Welcome to part three of my series on Elastic using .Net NEST library. In part one, I covered the basics of NoSQL, Elastic and a quick installation. In part two, I covered the creation of an index, CRUD operations and simple search with paging and sorting. This time around, we'll cover a few queries (match and bool), nested types and nested queries, and how to retrieve only part of a document.
Match Query
The first type of query is a “match” query, which accepts all kinds of data (text, numeric and date), analyzes it and then constructs a Boolean clause from each fragment of input text. By default, a match query uses the “or” operator to combine those clauses into a final query. You can control how Boolean clauses are combined by setting the “operator” flag either to “or” or “and”.

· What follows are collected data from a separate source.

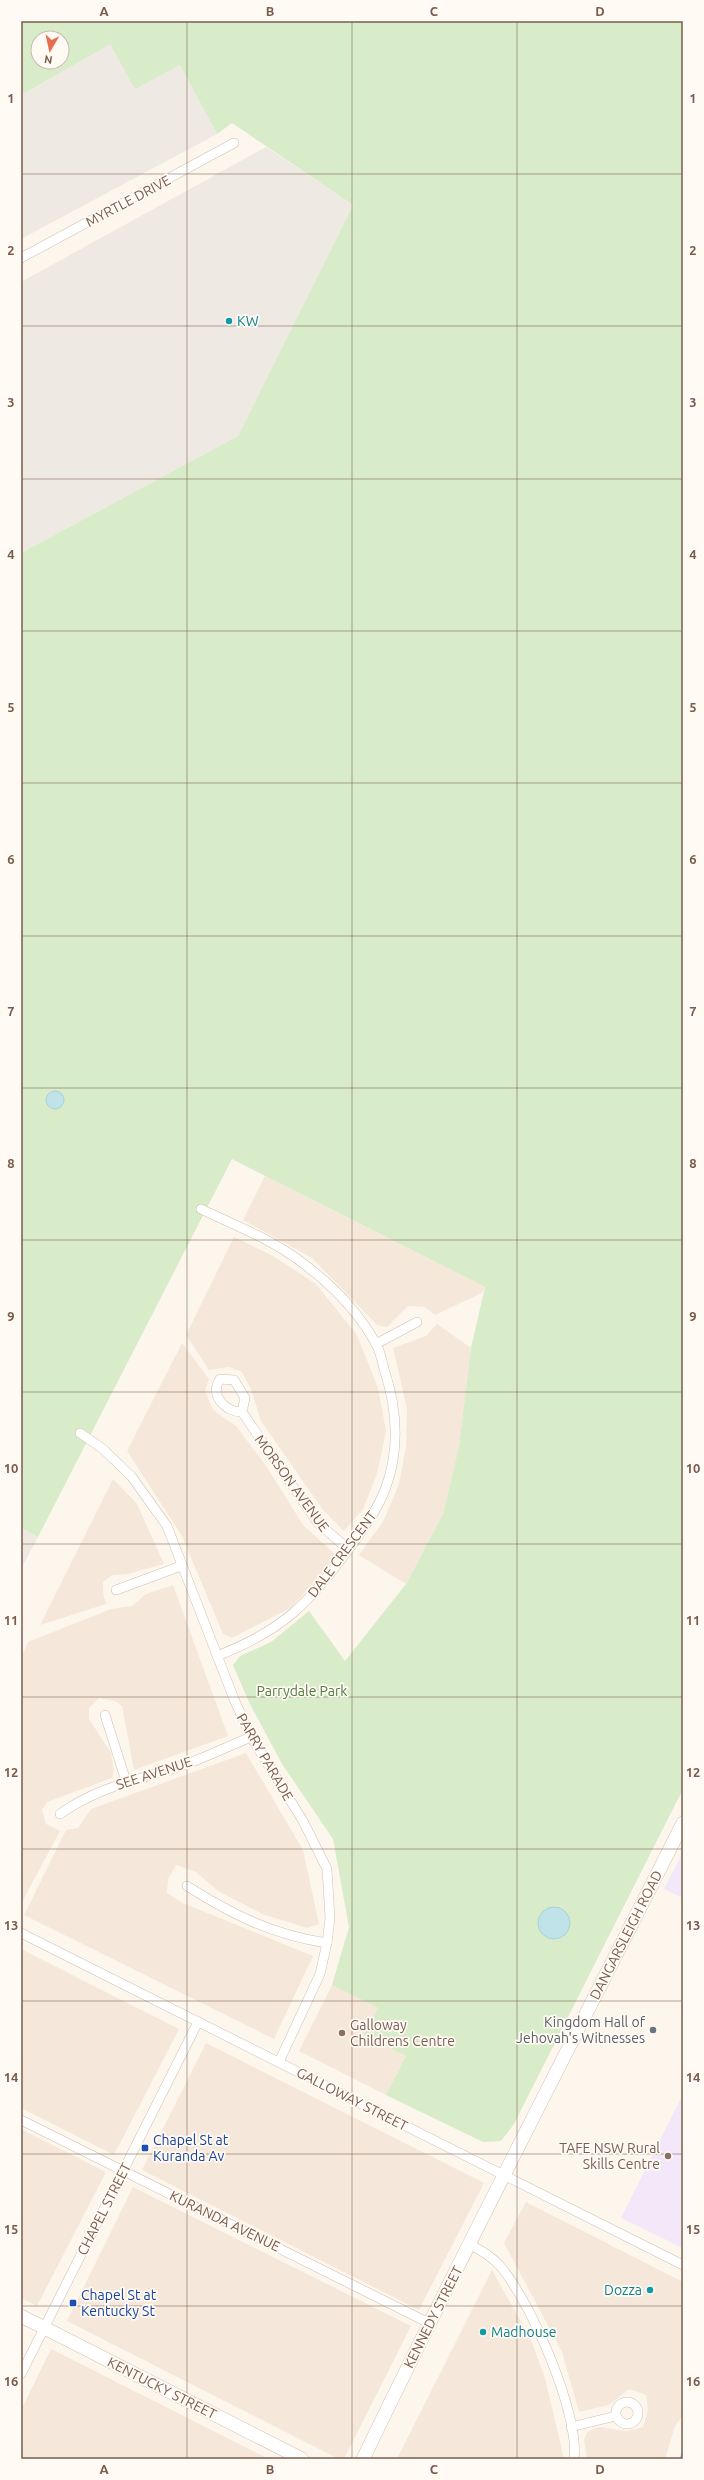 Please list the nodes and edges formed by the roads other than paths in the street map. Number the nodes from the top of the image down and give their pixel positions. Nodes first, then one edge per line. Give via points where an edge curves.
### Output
1 (234, 143) dead end
2 (21, 258) edge
3 (201, 1209) dead end
4 (417, 1322) dead end
5 (376, 1344) junction
6 (242, 1412) dead end
7 (80, 1433) dead end
8 (348, 1549) junction
9 (181, 1566) junction
10 (116, 1590) dead end
11 (217, 1656) junction
12 (105, 1715) dead end
13 (251, 1737) junction
14 (126, 1781) junction
15 (60, 1814) dead end
16 (683, 1823) edge
17 (187, 1886) dead end
18 (21, 1933) edge
19 (328, 1943) junction
20 (198, 2022) junction
21 (279, 2062) junction
22 (21, 2120) edge
23 (123, 2171) junction
24 (505, 2176) junction
25 (471, 2245) junction
26 (683, 2265) edge
27 (21, 2316) edge
28 (429, 2323) junction
29 (44, 2328) junction
30 (21, 2374) edge
31 (616, 2416) dead end
32 (571, 2427) junction
33 (302, 2459) edge
34 (363, 2459) edge
35 (574, 2459) edge

1 - 2 street, MYRTLE DRIVE
3 - 5 street, DALE CRESCENT via 299,1260 333,1288
4 - 5 street
5 - 8 street, DALE CRESCENT via 393,1404 396,1446 386,1489 377,1507
6 - 8 street, MORSON AVENUE via 318,1523
7 - 9 street, PARRY PARADE via 103,1449 150,1500 167,1526
8 - 11 street, DALE CRESCENT via 323,1584 299,1609 269,1631
9 - 10 street
9 - 11 street, PARRY PARADE
11 - 13 street, PARRY PARADE
12 - 14 street
13 - 14 street, SEE AVENUE via 177,1768
13 - 19 street, PARRY PARADE via 302,1820 327,1869 330,1918
14 - 15 street, SEE AVENUE via 80,1799
16 - 24 street, DANGARSLEIGH ROAD
17 - 19 street via 257,1926 294,1937
18 - 20 street, GALLOWAY STREET
19 - 21 street, PARRY PARADE via 320,1974
20 - 21 street, GALLOWAY STREET
20 - 23 street, CHAPEL STREET
21 - 24 street, GALLOWAY STREET
22 - 23 street, KURANDA AVENUE
23 - 28 street, KURANDA AVENUE
23 - 29 street, CHAPEL STREET
24 - 25 street, KENNEDY STREET
24 - 26 street, GALLOWAY STREET
25 - 28 street, KENNEDY STREET
25 - 32 street via 487,2254 512,2283 552,2360
27 - 29 street, KENTUCKY STREET
28 - 34 street, KENNEDY STREET
29 - 30 street, CHAPEL STREET
29 - 33 street, KENTUCKY STREET
31 - 32 street
32 - 35 street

Let’s test how a match query works. First, we will put some fresh data into our index, as follows:
var blogPosts = new\[\]
{
new BlogPost { Id = Guid.NewGuid(), Title = "test post 123", Body = "1" },
new BlogPost { Id = Guid.NewGuid(), Title = "test something 123", Body = "2" },
new BlogPost { Id = Guid.NewGuid(), Title = "read this post", Body = "3" }
};
foreach (var blogPost in blogPosts)
{
elastic.Index(blogPost, p => p
.Id(blogPost.Id.ToString())
.Refresh());
}
Then add the following query:
var res = elastic.Search(s => s
.Query(q => q
.Match(m => m.OnField(f => f.Title).Query("test post 123"))));
Console.WriteLine(res.RequestInformation.Success);
Console.WriteLine(res.Hits.Count());
foreach (var hit in res.Hits)
{
Console.WriteLine(hit.Source);
}
Console.WriteLine(res.RequestInformation.Success);
Console.WriteLine(res.Hits.Count());
foreach (var hit in res.Hits)
{
Console.WriteLine(hit.Source);
}
Now save the build and the run the program. You should see the following output in console:
Id: '13efef63-ed44-48a9-8eab-1a8a4ee9fcff', Title: 'test post 123', Body: '1'
Id: '92d4159c-1c0b-4f61-8691-fb81fe9246d9', Title: 'test something 123', Body: '2'
Id: '0d5315e0-df67-4d77-9b5c-ad07fbb62951', Title: 'read this post', Body: '3'
Why were all three posts returned? Do you remember that by default, a match query combines Boolean clauses using the “or” operator? So, if any of those clauses are satisfied by the document, it is returned as a hit. We searched posts by title and gave the input text: “test post 123”. Each returned document matches some part of our input text. Let’s see what happens if we modify the query to use the “and” operator instead of “or”:
var res = elastic.Search(s => s
.Query(q => q
.Match(m => m
.OnField(f => f.Title)
.Query("test post 123")
.Operator(Operator.And))));
Console.WriteLine(res.RequestInformation.Success);
Console.WriteLine(res.Hits.Count());
foreach (var hit in res.Hits)
{
Console.WriteLine(hit.Source);
}
Now save the build and run the program. You should see the following output in the console:
True
1
Id: '9ca6456f-af9a-47ac-b80e-532a60ad72e9', Title: 'test post 123', Body: '1'
Now, only documents with a titles that match each Boolean clause are returned. We have only one hit. There is also a “MinimumShouldMatch” option, which specifies how many Boolean clauses should be matched to include in the results. Let’s see what happens if we modify our query to use the “MinimumShouldMatch” option and set its value to “two”:
var res = elastic.Search(s => s
.Query(q => q
.Match(m => m
.OnField(f => f.Title)
.Query("test post 123")
.Operator(Operator.Or)
.MinimumShouldMatch("2"))));
Console.WriteLine(res.RequestInformation.Success);
Console.WriteLine(res.Hits.Count());
foreach (var hit in res.Hits)
{
Console.WriteLine(hit.Source);
}
Now save the build and run the program. You should see the following output in the console:
True
2
Id: '9ca6456f-af9a-47ac-b80e-532a60ad72e9', Title: 'test post 123', Body: '1'
Id: '7a9b5193-4714-443e-9ad0-9463da95c432', Title: 'test something 123', Body: '2'
Now, two posts are returned because they match at least two fragments of input text (“test” and “123”).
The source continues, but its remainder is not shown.